Assessment of the Light Exposures of Shift-working Nurses in London and Dortmund in Relation to Recommendations for Sleep and Circadian Health

Source avec lien : Annals of Work Exposures and Health, (wxab092). 10.1093/annweh/wxab092

L’étude identifie et quantifie plusieurs des caractéristiques de l’exposition à la lumière liées aux différents modes de travail en hiver, au printemps et en été, et quantifie les variations interindividuelles. Ces données permettent de concevoir en connaissance de cause des interventions en matière d’exposition à la lumière ou des modifications des postes de travail afin de réduire les effets indésirables des profils d’exposition à la lumière perturbateurs.

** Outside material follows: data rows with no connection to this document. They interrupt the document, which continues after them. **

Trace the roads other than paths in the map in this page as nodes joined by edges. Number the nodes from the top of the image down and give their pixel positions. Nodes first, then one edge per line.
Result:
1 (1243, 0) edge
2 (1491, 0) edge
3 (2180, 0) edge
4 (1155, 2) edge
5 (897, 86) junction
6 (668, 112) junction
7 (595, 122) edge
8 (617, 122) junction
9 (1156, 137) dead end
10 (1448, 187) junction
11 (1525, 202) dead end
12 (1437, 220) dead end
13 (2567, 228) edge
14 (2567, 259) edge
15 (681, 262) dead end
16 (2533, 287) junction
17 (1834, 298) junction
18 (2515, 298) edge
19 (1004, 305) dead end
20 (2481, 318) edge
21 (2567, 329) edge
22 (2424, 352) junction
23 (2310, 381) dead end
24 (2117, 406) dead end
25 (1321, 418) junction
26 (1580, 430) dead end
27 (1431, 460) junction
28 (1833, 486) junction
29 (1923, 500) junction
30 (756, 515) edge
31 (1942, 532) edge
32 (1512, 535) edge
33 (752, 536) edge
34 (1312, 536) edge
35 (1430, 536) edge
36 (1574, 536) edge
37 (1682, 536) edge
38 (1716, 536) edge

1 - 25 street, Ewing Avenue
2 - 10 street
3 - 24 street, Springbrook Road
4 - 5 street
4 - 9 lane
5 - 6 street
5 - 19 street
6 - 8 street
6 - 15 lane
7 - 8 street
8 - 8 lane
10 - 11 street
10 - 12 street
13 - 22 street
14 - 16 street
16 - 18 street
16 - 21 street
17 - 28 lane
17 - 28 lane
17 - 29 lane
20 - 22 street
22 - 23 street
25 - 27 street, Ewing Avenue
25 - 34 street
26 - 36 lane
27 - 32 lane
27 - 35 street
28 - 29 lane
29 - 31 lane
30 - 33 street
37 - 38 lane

Shift work causes disruption to circadian physiological processes in the human body, and desynchronization from the natural day-and-night rhythm. Circadian disruption is thought to explain the associations between shift work and various long-term diseases; light is an unrivalled synchronizer (or Zeitgeber) of circadian processes and inappropriate light exposure plausibly plays a critical role in the development of health impairments. As published measurement data on the actual light environments encountered by shift workers are sparse, nurses working in two hospitals in London (UK) and Dortmund (Germany) wore light-logging dosimetry devices to measure personal light exposures continuously over a week in three different seasons. The study identifies and quantifies several of the characteristics of light exposure related to different working patterns in winter, spring, and summer, and quantifies interindividual variations. These data enable informed design of light exposure interventions or changes to shifts to reduce unwanted effects of disruptive light exposure profiles.